╭─ SOURCE DATA
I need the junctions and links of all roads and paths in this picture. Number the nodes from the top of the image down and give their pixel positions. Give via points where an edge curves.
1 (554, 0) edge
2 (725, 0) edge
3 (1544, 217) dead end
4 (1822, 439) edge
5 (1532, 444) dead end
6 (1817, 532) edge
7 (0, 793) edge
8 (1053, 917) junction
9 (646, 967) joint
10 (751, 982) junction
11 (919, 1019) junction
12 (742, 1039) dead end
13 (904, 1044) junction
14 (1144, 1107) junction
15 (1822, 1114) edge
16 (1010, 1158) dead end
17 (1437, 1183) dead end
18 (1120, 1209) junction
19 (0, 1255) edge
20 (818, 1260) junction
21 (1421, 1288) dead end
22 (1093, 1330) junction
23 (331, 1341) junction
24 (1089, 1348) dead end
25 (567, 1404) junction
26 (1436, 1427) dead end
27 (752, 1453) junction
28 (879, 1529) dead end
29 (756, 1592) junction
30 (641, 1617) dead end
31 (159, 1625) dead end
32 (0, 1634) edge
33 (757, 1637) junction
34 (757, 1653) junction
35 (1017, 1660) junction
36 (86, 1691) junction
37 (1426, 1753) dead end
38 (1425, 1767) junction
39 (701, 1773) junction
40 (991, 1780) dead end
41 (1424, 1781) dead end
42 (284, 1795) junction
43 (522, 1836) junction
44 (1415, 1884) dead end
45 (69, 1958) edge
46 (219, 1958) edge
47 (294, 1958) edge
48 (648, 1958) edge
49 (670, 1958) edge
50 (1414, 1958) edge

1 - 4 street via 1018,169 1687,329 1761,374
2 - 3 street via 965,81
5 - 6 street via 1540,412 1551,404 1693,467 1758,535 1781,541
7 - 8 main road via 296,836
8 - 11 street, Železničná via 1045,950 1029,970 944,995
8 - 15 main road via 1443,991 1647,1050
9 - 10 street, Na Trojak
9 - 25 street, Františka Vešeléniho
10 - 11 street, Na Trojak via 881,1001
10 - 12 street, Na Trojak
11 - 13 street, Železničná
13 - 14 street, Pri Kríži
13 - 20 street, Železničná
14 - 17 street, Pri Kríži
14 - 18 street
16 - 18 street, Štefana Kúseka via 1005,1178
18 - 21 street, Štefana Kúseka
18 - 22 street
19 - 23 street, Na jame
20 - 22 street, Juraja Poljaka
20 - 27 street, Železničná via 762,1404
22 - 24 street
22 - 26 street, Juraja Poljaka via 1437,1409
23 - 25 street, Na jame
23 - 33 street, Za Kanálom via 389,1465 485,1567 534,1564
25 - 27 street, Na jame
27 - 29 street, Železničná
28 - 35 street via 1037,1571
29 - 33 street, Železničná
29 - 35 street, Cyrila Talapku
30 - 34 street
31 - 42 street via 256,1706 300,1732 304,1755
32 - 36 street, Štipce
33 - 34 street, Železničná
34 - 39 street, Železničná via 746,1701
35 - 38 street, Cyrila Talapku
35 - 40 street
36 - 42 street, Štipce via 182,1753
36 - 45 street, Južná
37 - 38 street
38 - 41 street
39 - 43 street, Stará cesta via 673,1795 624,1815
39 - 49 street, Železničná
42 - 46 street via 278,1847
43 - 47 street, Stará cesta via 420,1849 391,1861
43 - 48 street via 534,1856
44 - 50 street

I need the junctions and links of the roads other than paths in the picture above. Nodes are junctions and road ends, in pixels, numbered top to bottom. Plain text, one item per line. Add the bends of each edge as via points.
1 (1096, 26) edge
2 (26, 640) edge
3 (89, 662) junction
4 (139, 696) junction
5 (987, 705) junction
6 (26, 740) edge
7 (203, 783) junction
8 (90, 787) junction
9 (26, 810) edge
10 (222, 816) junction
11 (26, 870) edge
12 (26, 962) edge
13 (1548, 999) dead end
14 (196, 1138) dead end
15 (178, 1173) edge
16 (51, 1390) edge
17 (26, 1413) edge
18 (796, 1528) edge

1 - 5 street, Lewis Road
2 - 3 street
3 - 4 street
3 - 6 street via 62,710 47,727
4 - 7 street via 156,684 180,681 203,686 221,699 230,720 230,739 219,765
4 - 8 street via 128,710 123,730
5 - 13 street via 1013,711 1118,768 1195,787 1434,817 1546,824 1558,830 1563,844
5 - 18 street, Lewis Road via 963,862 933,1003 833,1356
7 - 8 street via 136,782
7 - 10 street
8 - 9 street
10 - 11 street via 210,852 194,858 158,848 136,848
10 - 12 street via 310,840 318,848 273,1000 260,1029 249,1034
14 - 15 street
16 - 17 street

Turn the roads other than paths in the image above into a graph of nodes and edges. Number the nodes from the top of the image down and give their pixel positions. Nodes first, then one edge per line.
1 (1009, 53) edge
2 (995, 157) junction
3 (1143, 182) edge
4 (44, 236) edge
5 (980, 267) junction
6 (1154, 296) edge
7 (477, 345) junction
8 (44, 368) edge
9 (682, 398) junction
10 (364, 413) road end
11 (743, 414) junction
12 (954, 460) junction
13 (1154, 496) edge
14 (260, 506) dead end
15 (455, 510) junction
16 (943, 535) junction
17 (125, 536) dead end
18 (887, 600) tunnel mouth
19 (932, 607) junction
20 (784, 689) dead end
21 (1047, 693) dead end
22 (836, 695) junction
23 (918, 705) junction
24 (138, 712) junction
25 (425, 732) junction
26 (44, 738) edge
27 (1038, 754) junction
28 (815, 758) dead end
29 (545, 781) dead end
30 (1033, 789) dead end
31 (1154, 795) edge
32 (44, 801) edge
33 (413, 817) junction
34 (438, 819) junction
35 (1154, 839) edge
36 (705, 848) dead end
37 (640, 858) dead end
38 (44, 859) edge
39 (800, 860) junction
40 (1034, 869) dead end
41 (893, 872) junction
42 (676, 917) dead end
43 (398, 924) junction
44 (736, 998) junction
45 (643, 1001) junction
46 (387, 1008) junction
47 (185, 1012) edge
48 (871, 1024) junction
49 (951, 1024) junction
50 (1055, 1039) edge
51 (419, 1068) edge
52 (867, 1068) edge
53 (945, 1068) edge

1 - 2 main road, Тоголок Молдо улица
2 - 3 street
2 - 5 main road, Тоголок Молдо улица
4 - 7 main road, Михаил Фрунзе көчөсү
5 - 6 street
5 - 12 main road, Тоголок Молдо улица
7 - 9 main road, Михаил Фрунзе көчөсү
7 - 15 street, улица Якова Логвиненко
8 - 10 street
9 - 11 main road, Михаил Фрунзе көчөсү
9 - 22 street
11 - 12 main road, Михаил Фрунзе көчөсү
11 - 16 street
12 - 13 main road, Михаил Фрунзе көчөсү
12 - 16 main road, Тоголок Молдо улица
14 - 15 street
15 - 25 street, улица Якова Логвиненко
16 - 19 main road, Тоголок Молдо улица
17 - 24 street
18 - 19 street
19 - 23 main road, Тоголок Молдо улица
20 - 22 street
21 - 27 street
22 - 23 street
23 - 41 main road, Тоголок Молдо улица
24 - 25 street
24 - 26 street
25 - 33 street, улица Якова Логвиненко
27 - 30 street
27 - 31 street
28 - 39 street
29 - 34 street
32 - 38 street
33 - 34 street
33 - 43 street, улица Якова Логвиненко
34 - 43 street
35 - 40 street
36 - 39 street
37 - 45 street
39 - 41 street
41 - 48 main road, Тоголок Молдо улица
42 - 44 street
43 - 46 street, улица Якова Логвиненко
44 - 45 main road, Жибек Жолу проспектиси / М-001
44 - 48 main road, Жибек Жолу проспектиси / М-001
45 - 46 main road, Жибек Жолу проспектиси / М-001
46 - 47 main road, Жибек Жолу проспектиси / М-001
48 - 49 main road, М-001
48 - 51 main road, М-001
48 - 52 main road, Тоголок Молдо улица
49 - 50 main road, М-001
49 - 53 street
╰─
**PROBLEM REQUIREMENTS:** Your task is to copy every entry above, exactly as written.

**ANSWER SECTION:**
I need the junctions and links of all roads and paths in this picture. Number the nodes from the top of the image down and give their pixel positions. Give via points where an edge curves.
1 (554, 0) edge
2 (725, 0) edge
3 (1544, 217) dead end
4 (1822, 439) edge
5 (1532, 444) dead end
6 (1817, 532) edge
7 (0, 793) edge
8 (1053, 917) junction
9 (646, 967) joint
10 (751, 982) junction
11 (919, 1019) junction
12 (742, 1039) dead end
13 (904, 1044) junction
14 (1144, 1107) junction
15 (1822, 1114) edge
16 (1010, 1158) dead end
17 (1437, 1183) dead end
18 (1120, 1209) junction
19 (0, 1255) edge
20 (818, 1260) junction
21 (1421, 1288) dead end
22 (1093, 1330) junction
23 (331, 1341) junction
24 (1089, 1348) dead end
25 (567, 1404) junction
26 (1436, 1427) dead end
27 (752, 1453) junction
28 (879, 1529) dead end
29 (756, 1592) junction
30 (641, 1617) dead end
31 (159, 1625) dead end
32 (0, 1634) edge
33 (757, 1637) junction
34 (757, 1653) junction
35 (1017, 1660) junction
36 (86, 1691) junction
37 (1426, 1753) dead end
38 (1425, 1767) junction
39 (701, 1773) junction
40 (991, 1780) dead end
41 (1424, 1781) dead end
42 (284, 1795) junction
43 (522, 1836) junction
44 (1415, 1884) dead end
45 (69, 1958) edge
46 (219, 1958) edge
47 (294, 1958) edge
48 (648, 1958) edge
49 (670, 1958) edge
50 (1414, 1958) edge

1 - 4 street via 1018,169 1687,329 1761,374
2 - 3 street via 965,81
5 - 6 street via 1540,412 1551,404 1693,467 1758,535 1781,541
7 - 8 main road via 296,836
8 - 11 street, Železničná via 1045,950 1029,970 944,995
8 - 15 main road via 1443,991 1647,1050
9 - 10 street, Na Trojak
9 - 25 street, Františka Vešeléniho
10 - 11 street, Na Trojak via 881,1001
10 - 12 street, Na Trojak
11 - 13 street, Železničná
13 - 14 street, Pri Kríži
13 - 20 street, Železničná
14 - 17 street, Pri Kríži
14 - 18 street
16 - 18 street, Štefana Kúseka via 1005,1178
18 - 21 street, Štefana Kúseka
18 - 22 street
19 - 23 street, Na jame
20 - 22 street, Juraja Poljaka
20 - 27 street, Železničná via 762,1404
22 - 24 street
22 - 26 street, Juraja Poljaka via 1437,1409
23 - 25 street, Na jame
23 - 33 street, Za Kanálom via 389,1465 485,1567 534,1564
25 - 27 street, Na jame
27 - 29 street, Železničná
28 - 35 street via 1037,1571
29 - 33 street, Železničná
29 - 35 street, Cyrila Talapku
30 - 34 street
31 - 42 street via 256,1706 300,1732 304,1755
32 - 36 street, Štipce
33 - 34 street, Železničná
34 - 39 street, Železničná via 746,1701
35 - 38 street, Cyrila Talapku
35 - 40 street
36 - 42 street, Štipce via 182,1753
36 - 45 street, Južná
37 - 38 street
38 - 41 street
39 - 43 street, Stará cesta via 673,1795 624,1815
39 - 49 street, Železničná
42 - 46 street via 278,1847
43 - 47 street, Stará cesta via 420,1849 391,1861
43 - 48 street via 534,1856
44 - 50 street

I need the junctions and links of the roads other than paths in the picture above. Nodes are junctions and road ends, in pixels, numbered top to bottom. Plain text, one item per line. Add the bends of each edge as via points.
1 (1096, 26) edge
2 (26, 640) edge
3 (89, 662) junction
4 (139, 696) junction
5 (987, 705) junction
6 (26, 740) edge
7 (203, 783) junction
8 (90, 787) junction
9 (26, 810) edge
10 (222, 816) junction
11 (26, 870) edge
12 (26, 962) edge
13 (1548, 999) dead end
14 (196, 1138) dead end
15 (178, 1173) edge
16 (51, 1390) edge
17 (26, 1413) edge
18 (796, 1528) edge

1 - 5 street, Lewis Road
2 - 3 street
3 - 4 street
3 - 6 street via 62,710 47,727
4 - 7 street via 156,684 180,681 203,686 221,699 230,720 230,739 219,765
4 - 8 street via 128,710 123,730
5 - 13 street via 1013,711 1118,768 1195,787 1434,817 1546,824 1558,830 1563,844
5 - 18 street, Lewis Road via 963,862 933,1003 833,1356
7 - 8 street via 136,782
7 - 10 street
8 - 9 street
10 - 11 street via 210,852 194,858 158,848 136,848
10 - 12 street via 310,840 318,848 273,1000 260,1029 249,1034
14 - 15 street
16 - 17 street

Turn the roads other than paths in the image above into a graph of nodes and edges. Number the nodes from the top of the image down and give their pixel positions. Nodes first, then one edge per line.
1 (1009, 53) edge
2 (995, 157) junction
3 (1143, 182) edge
4 (44, 236) edge
5 (980, 267) junction
6 (1154, 296) edge
7 (477, 345) junction
8 (44, 368) edge
9 (682, 398) junction
10 (364, 413) road end
11 (743, 414) junction
12 (954, 460) junction
13 (1154, 496) edge
14 (260, 506) dead end
15 (455, 510) junction
16 (943, 535) junction
17 (125, 536) dead end
18 (887, 600) tunnel mouth
19 (932, 607) junction
20 (784, 689) dead end
21 (1047, 693) dead end
22 (836, 695) junction
23 (918, 705) junction
24 (138, 712) junction
25 (425, 732) junction
26 (44, 738) edge
27 (1038, 754) junction
28 (815, 758) dead end
29 (545, 781) dead end
30 (1033, 789) dead end
31 (1154, 795) edge
32 (44, 801) edge
33 (413, 817) junction
34 (438, 819) junction
35 (1154, 839) edge
36 (705, 848) dead end
37 (640, 858) dead end
38 (44, 859) edge
39 (800, 860) junction
40 (1034, 869) dead end
41 (893, 872) junction
42 (676, 917) dead end
43 (398, 924) junction
44 (736, 998) junction
45 (643, 1001) junction
46 (387, 1008) junction
47 (185, 1012) edge
48 (871, 1024) junction
49 (951, 1024) junction
50 (1055, 1039) edge
51 (419, 1068) edge
52 (867, 1068) edge
53 (945, 1068) edge

1 - 2 main road, Тоголок Молдо улица
2 - 3 street
2 - 5 main road, Тоголок Молдо улица
4 - 7 main road, Михаил Фрунзе көчөсү
5 - 6 street
5 - 12 main road, Тоголок Молдо улица
7 - 9 main road, Михаил Фрунзе көчөсү
7 - 15 street, улица Якова Логвиненко
8 - 10 street
9 - 11 main road, Михаил Фрунзе көчөсү
9 - 22 street
11 - 12 main road, Михаил Фрунзе көчөсү
11 - 16 street
12 - 13 main road, Михаил Фрунзе көчөсү
12 - 16 main road, Тоголок Молдо улица
14 - 15 street
15 - 25 street, улица Якова Логвиненко
16 - 19 main road, Тоголок Молдо улица
17 - 24 street
18 - 19 street
19 - 23 main road, Тоголок Молдо улица
20 - 22 street
21 - 27 street
22 - 23 street
23 - 41 main road, Тоголок Молдо улица
24 - 25 street
24 - 26 street
25 - 33 street, улица Якова Логвиненко
27 - 30 street
27 - 31 street
28 - 39 street
29 - 34 street
32 - 38 street
33 - 34 street
33 - 43 street, улица Якова Логвиненко
34 - 43 street
35 - 40 street
36 - 39 street
37 - 45 street
39 - 41 street
41 - 48 main road, Тоголок Молдо улица
42 - 44 street
43 - 46 street, улица Якова Логвиненко
44 - 45 main road, Жибек Жолу проспектиси / М-001
44 - 48 main road, Жибек Жолу проспектиси / М-001
45 - 46 main road, Жибек Жолу проспектиси / М-001
46 - 47 main road, Жибек Жолу проспектиси / М-001
48 - 49 main road, М-001
48 - 51 main road, М-001
48 - 52 main road, Тоголок Молдо улица
49 - 50 main road, М-001
49 - 53 street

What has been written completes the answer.